Question #2 involves major changes in the way fire service is delivered and funded in Stamford. The fire service has been hotly debated in the Advocate, by the Board of Representatives, the Board of Finance and in countless other meetings and forums. In the end, none of these bodies chose to make a decision and it was punted to the Charter Revision Committee.
We understand why the union is asking you to vote “yes” on this Charter Revision question. If voters change the charter, it will triple the area covered by Stamford Fire and Rescue. The union has said they can do this without increasing costs. However, for years they have asked for more money annually to pay for exorbitant overtime costs, citing too few men to cover their existing downtown district. The question voters need to ask is…were they lying then, or are they lying now?
Enlarging their district definitely means hiring more men, as well as promotions for officers. Neither the Board of Representatives nor the Board of Finance would have passed a plan without thoroughly scrutinizing the budget implications and the effect it would have on taxpayers. But the Charter Revision proposal does just that.
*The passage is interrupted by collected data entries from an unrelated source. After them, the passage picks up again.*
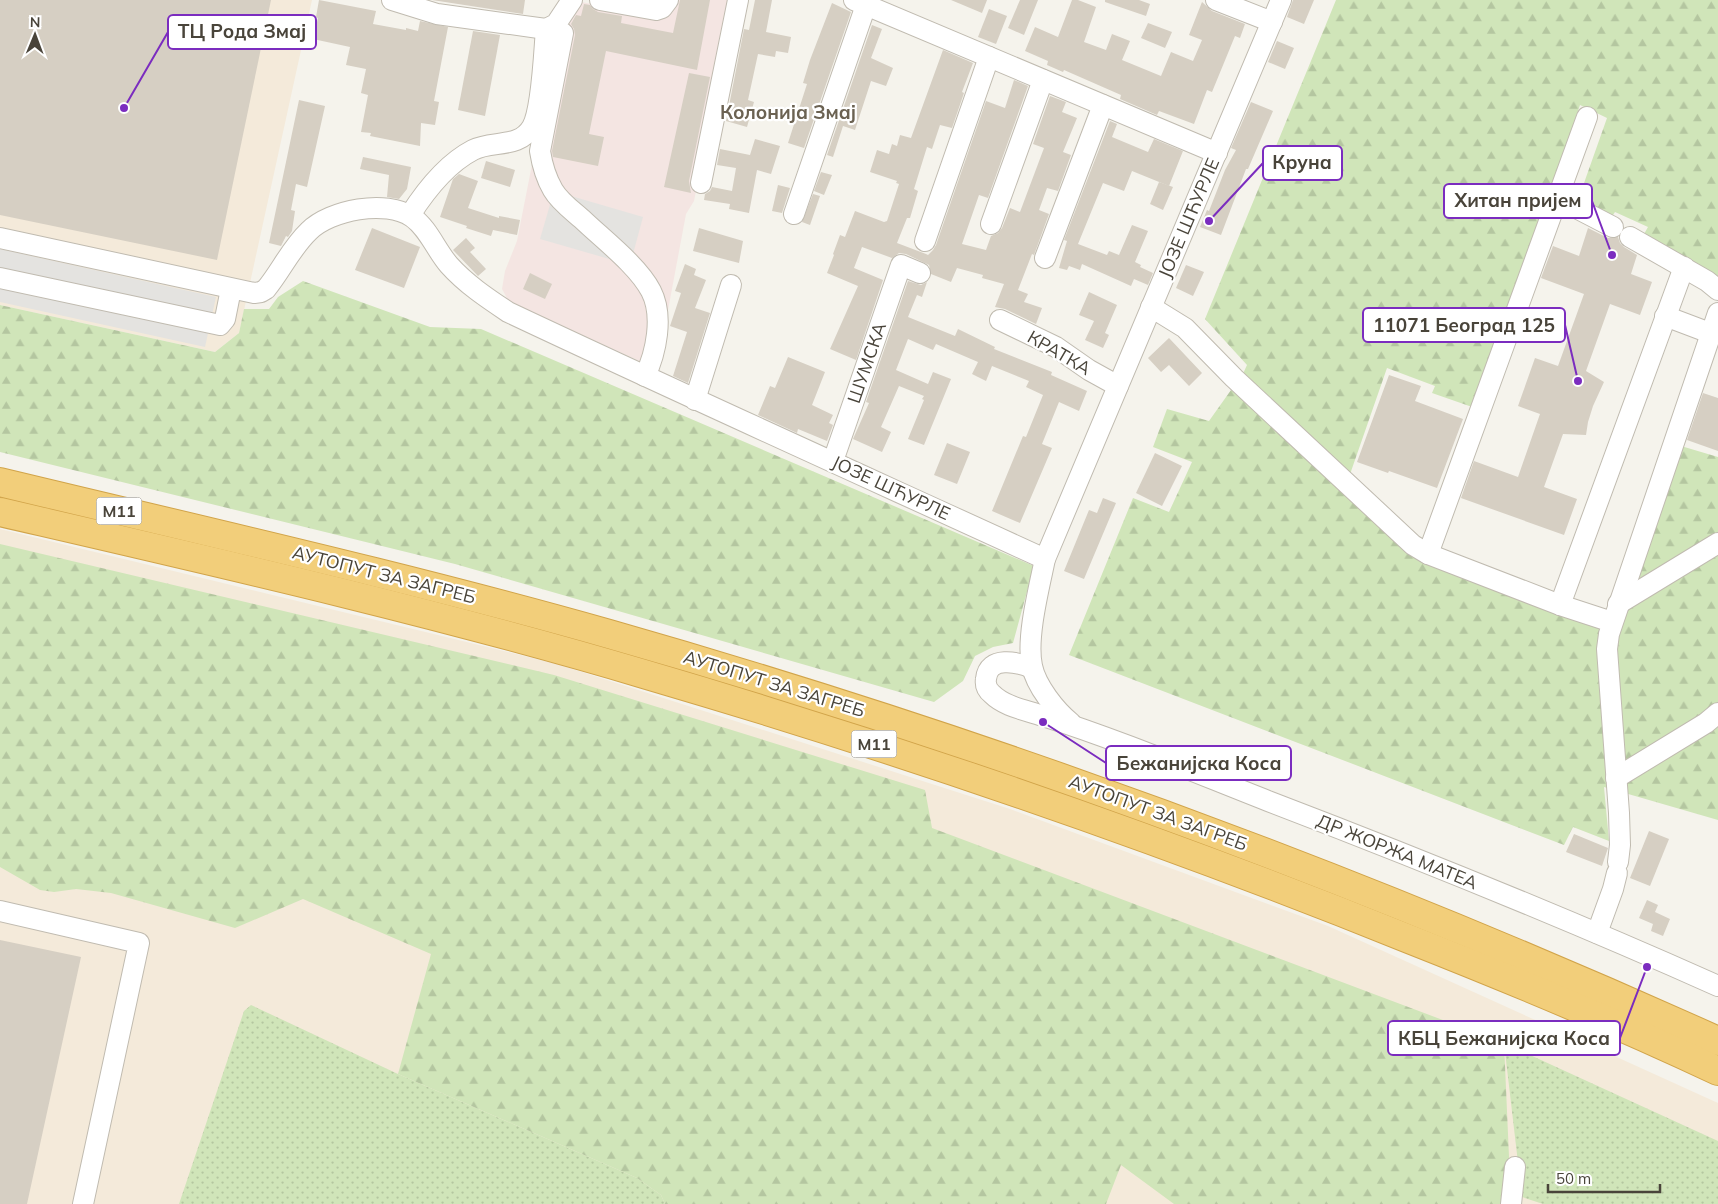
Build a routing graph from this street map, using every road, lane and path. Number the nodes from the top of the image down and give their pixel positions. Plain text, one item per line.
1 (392, 0) edge
2 (572, 0) edge
3 (600, 0) edge
4 (668, 0) edge
5 (738, 0) edge
6 (1216, 0) edge
7 (1282, 0) edge
8 (860, 2) edge
9 (1272, 22) junction
10 (555, 31) junction
11 (989, 57) junction
12 (1043, 80) junction
13 (1103, 105) junction
14 (1587, 117) dead end
15 (1217, 153) junction
16 (701, 183) dead end
17 (1557, 198) junction
18 (794, 214) dead end
19 (410, 215) junction
20 (991, 224) dead end
21 (1613, 227) dead end
22 (1630, 237) dead end
23 (0, 238) edge
24 (925, 241) dead end
25 (1045, 258) dead end
26 (1684, 267) junction
27 (920, 273) dead end
28 (0, 278) edge
29 (731, 285) dead end
30 (231, 288) junction
31 (1718, 290) edge
32 (1151, 307) junction
33 (1718, 313) edge
34 (1665, 316) junction
35 (1000, 320) dead end
36 (1710, 333) junction
37 (645, 376) junction
38 (1118, 386) junction
39 (695, 400) junction
40 (833, 461) junction
41 (0, 482) edge
42 (0, 512) edge
43 (1718, 543) edge
44 (1428, 554) junction
45 (1045, 559) junction
46 (1560, 605) junction
47 (1615, 613) junction
48 (1032, 668) junction
49 (1718, 713) edge
50 (1074, 725) junction
51 (1616, 778) junction
52 (0, 911) edge
53 (1598, 933) junction
54 (1718, 986) edge
55 (1718, 1041) edge
56 (1718, 1071) edge
57 (1514, 1167) dead end
58 (1513, 1203) edge
59 (83, 1204) edge

1 - 10 street
2 - 10 street
3 - 4 street
5 - 16 street
6 - 9 street
7 - 9 street, ЈОЗЕ ШЋУРЛЕ
8 - 11 street
8 - 18 street
9 - 15 street, ЈОЗЕ ШЋУРЛЕ
10 - 19 street
10 - 37 street
11 - 12 street
11 - 24 street
12 - 13 street
12 - 20 street
13 - 15 street
13 - 25 street
14 - 17 street
15 - 32 street, ЈОЗЕ ШЋУРЛЕ
17 - 21 street
17 - 44 street
19 - 30 street
19 - 37 street, ЈОЗЕ ШЋУРЛЕ
22 - 26 street
23 - 30 street
26 - 31 street
26 - 34 street
27 - 40 street, ШУМСКА
28 - 30 street
29 - 39 street
32 - 38 street, ЈОЗЕ ШЋУРЛЕ
32 - 44 street
33 - 36 street
34 - 36 street
34 - 46 street
35 - 38 street, КРАТКА
36 - 47 street
37 - 39 street, ЈОЗЕ ШЋУРЛЕ
38 - 45 street, ЈОЗЕ ШЋУРЛЕ
39 - 40 street, ЈОЗЕ ШЋУРЛЕ
40 - 45 street, ЈОЗЕ ШЋУРЛЕ
41 - 55 highway, АУТОПУТ ЗА ЗАГРЕБ / M11
42 - 56 highway, АУТОПУТ ЗА ЗАГРЕБ / M11
43 - 47 street
44 - 46 street
45 - 48 street
46 - 47 street
47 - 51 street
48 - 50 street
48 - 50 street, ДР ЖОРЖА МАТЕА
49 - 51 street
50 - 53 street, ДР ЖОРЖА МАТЕА
51 - 53 street
52 - 59 street
53 - 54 street, ДР ЖОРЖА МАТЕА
57 - 58 street

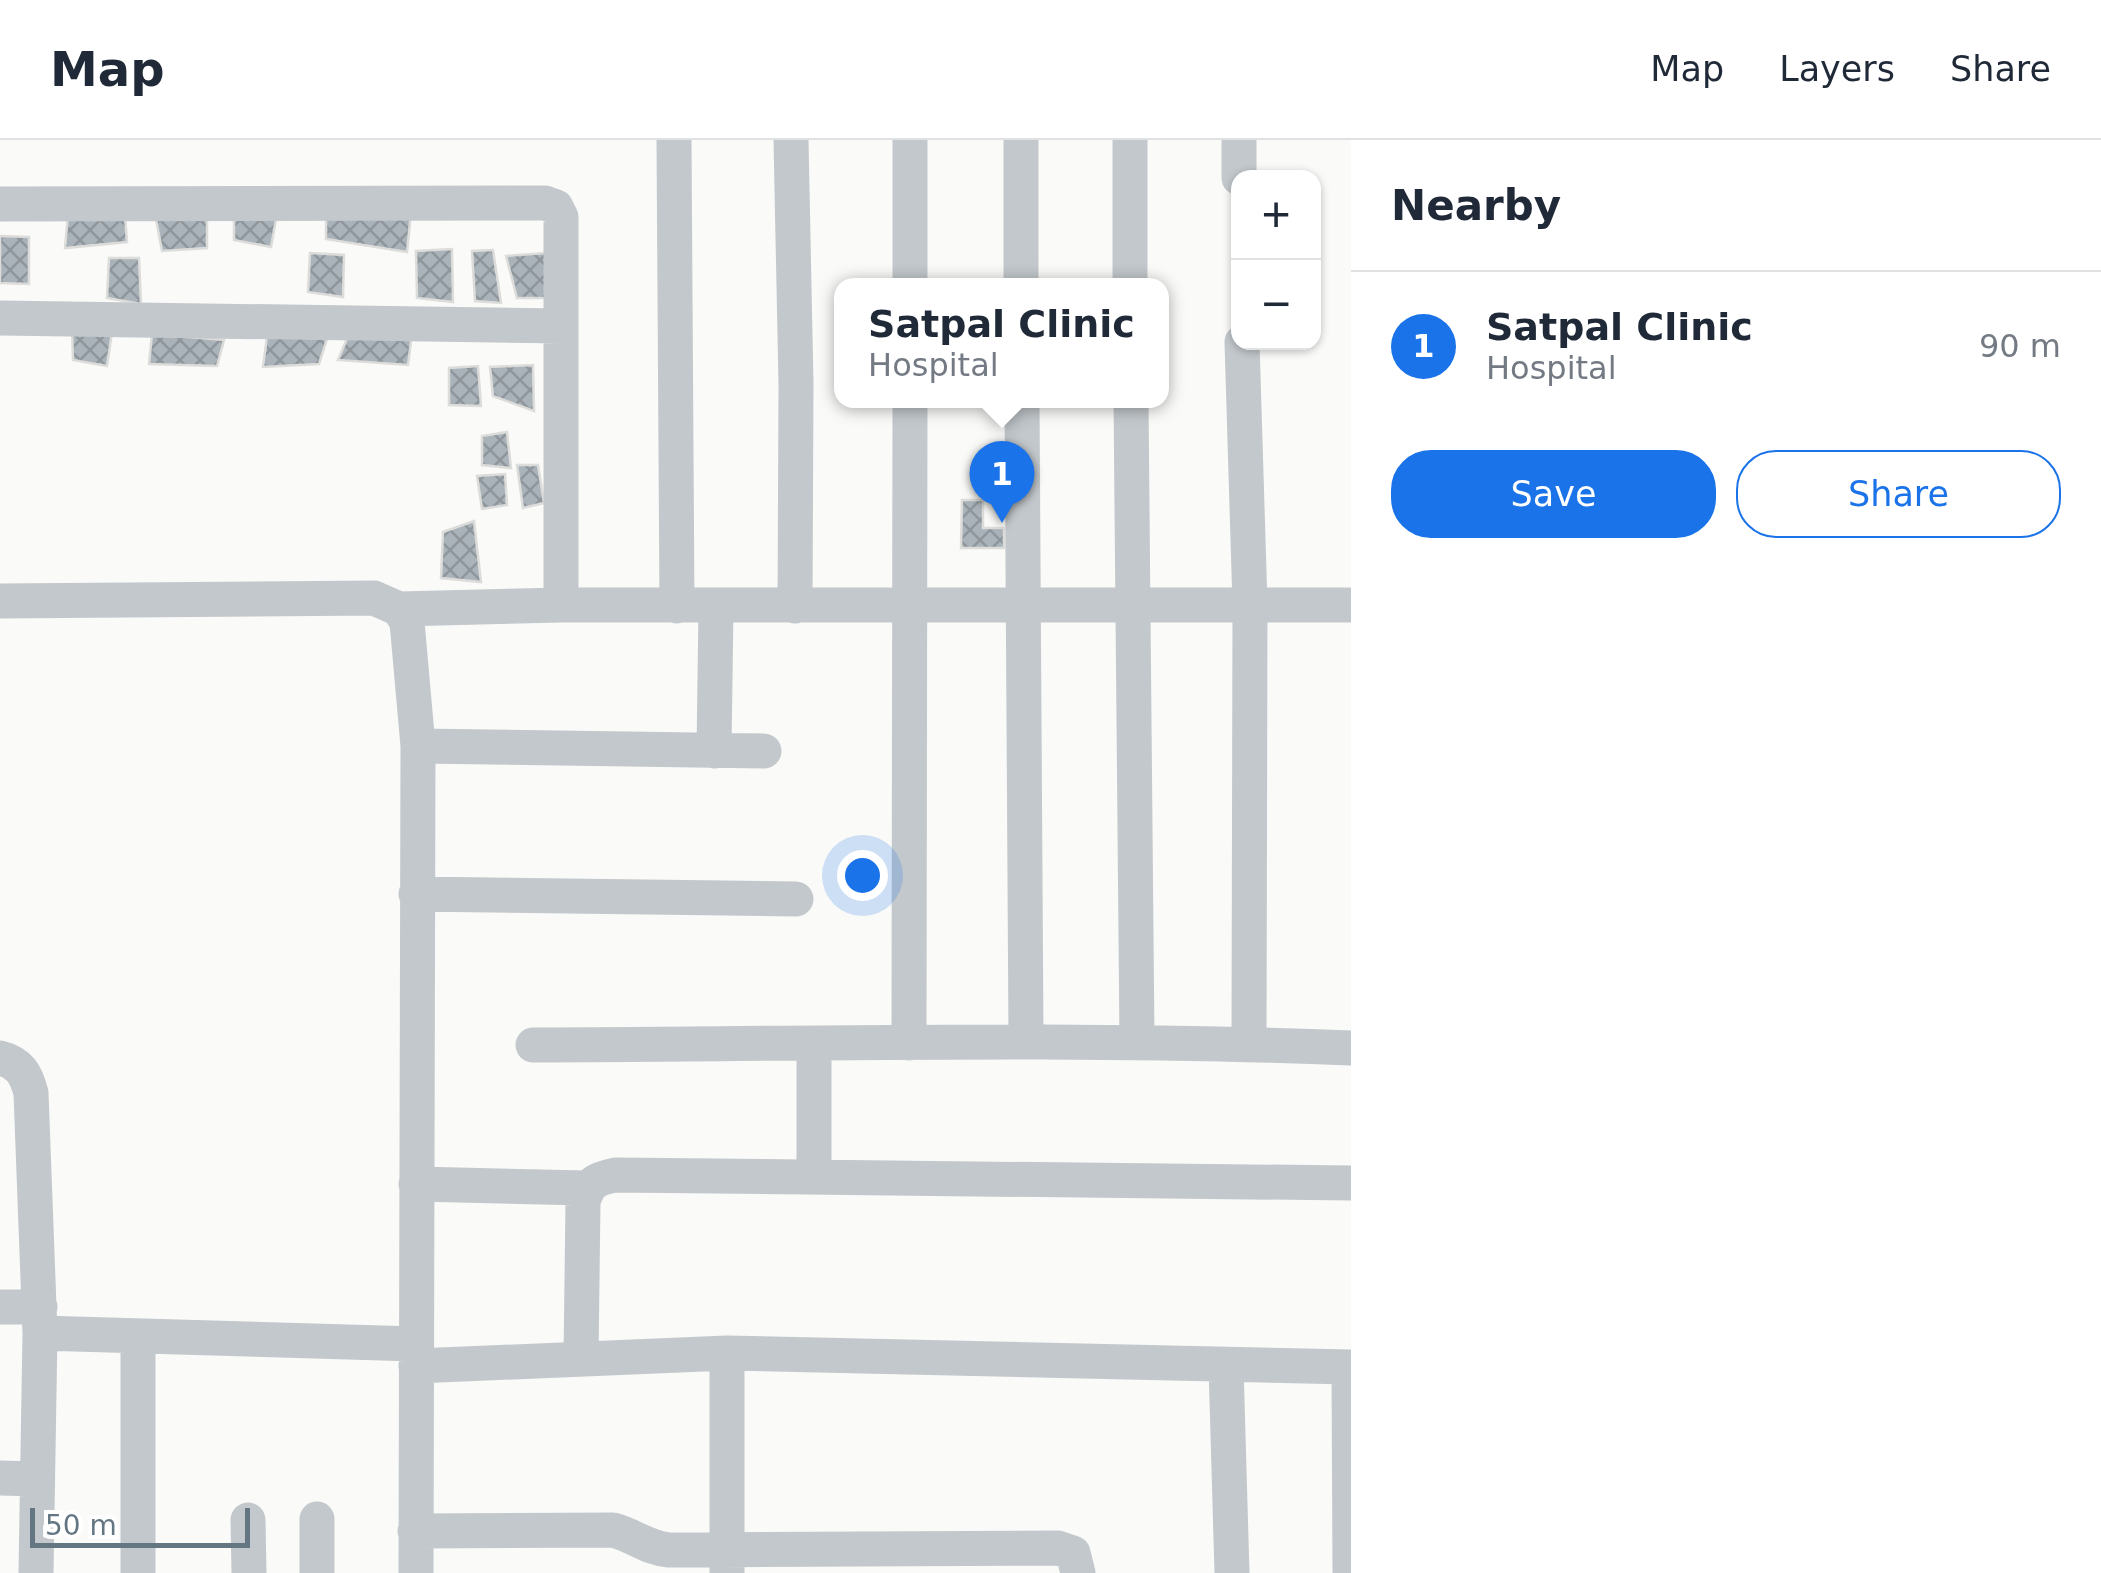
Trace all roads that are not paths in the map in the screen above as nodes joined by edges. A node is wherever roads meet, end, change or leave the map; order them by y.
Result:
1 (674, 140) edge
2 (791, 140) edge
3 (910, 140) edge
4 (1021, 140) edge
5 (1130, 140) edge
6 (1239, 140) edge
7 (1239, 170) edge
8 (0, 204) edge
9 (910, 278) edge
10 (1021, 278) edge
11 (1130, 278) edge
12 (0, 318) edge
13 (562, 326) junction
14 (1242, 350) edge
15 (910, 408) edge
16 (1022, 408) edge
17 (1130, 408) edge
18 (0, 601) edge
19 (1022, 603) junction
20 (562, 604) junction
21 (1250, 604) junction
22 (1351, 604) edge
23 (909, 605) junction
24 (677, 606) junction
25 (716, 606) junction
26 (795, 606) junction
27 (1132, 606) junction
28 (399, 609) junction
29 (418, 746) junction
30 (714, 750) junction
31 (764, 752) dead end
32 (416, 894) junction
33 (796, 900) dead end
34 (1026, 1040) junction
35 (1137, 1042) junction
36 (909, 1043) junction
37 (814, 1044) junction
38 (1249, 1044) junction
39 (533, 1045) dead end
40 (1351, 1048) edge
41 (0, 1058) edge
42 (814, 1176) junction
43 (1351, 1183) edge
44 (416, 1184) junction
45 (587, 1188) junction
46 (0, 1307) edge
47 (40, 1320) junction
48 (138, 1336) junction
49 (727, 1353) junction
50 (416, 1355) junction
51 (581, 1357) junction
52 (1226, 1366) junction
53 (1350, 1367) edge
54 (0, 1478) edge
55 (38, 1479) junction
56 (248, 1520) dead end
57 (317, 1520) dead end
58 (415, 1531) junction
59 (906, 1560) edge
60 (727, 1562) edge
61 (36, 1573) edge
62 (138, 1573) edge
63 (249, 1573) edge
64 (317, 1573) edge
65 (416, 1573) edge
66 (1078, 1573) edge
67 (1232, 1573) edge
68 (1350, 1573) edge

1 - 24 street
2 - 26 street
3 - 9 street
4 - 10 street
5 - 11 street
6 - 7 street
8 - 13 street
12 - 13 street
13 - 20 street
14 - 21 street
15 - 23 street
16 - 19 street
17 - 27 street
18 - 28 street
19 - 23 street
19 - 27 street
19 - 34 street
20 - 24 street
20 - 28 street
21 - 22 street
21 - 27 street
21 - 38 street
23 - 26 street
23 - 36 street
24 - 25 street
25 - 26 street
25 - 30 street
27 - 35 street
28 - 29 street
29 - 30 street
29 - 32 street
30 - 31 street
32 - 33 street
32 - 44 street
34 - 35 street
34 - 36 street
35 - 38 street
36 - 37 street
37 - 39 street
37 - 42 street
38 - 40 street
41 - 47 street
42 - 43 street
42 - 45 street
44 - 45 street
44 - 50 street
45 - 51 street
46 - 47 street
47 - 48 street
47 - 55 street
48 - 50 street
48 - 62 street
49 - 51 street
49 - 52 street
49 - 60 street
50 - 51 street
50 - 58 street
52 - 53 street
52 - 67 street
53 - 68 street
54 - 55 street
55 - 61 street
56 - 63 street
57 - 64 street
58 - 60 street
58 - 65 street
59 - 60 street
59 - 66 street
There is little argument voting “yes” will raise taxes citywide. C and CS districts will be changed to A districts once you fully fund a career fire service. The budget for a department like Belltown, that currently costs the taxpayers only $150,000 annually - with nothing for salaries, overtime or pension - will skyrocket if volunteers are replaced by 12-man unionized crews. The increased costs to the community will be mirrored in all the volunteer districts. Salaries for Stamford firefighters average over $100k a year with benefits, and those benefits and pensions do not end on retirement… taxpayers keep paying, for another 20+ years in some cases. This is before capital and equipment costs, which are not insignificant. Do the math.
Voting “no” will mandate the Board of Representatives to work with the Mayor to develop a workable plan for the fire departments; one that is equitable for all stakeholders, and that will result in the best outcome for the citizen’s of Stamford.
While change is often a good thing, it should be fully thought out and fiscally prudent. Question #2 is a misguided quick fix, where the only clear winner is the fire union. As a taxpayer I am astonished the question is being placed on the ballot without a price tag attached.
Please be sure you understand the consequences before you cast your vote on November 6th.
Stephen Gladstone is a home inspector who lives in Stamford with his family and has been a Volunteer Member of the Belltown Fire Dept for over 35 years.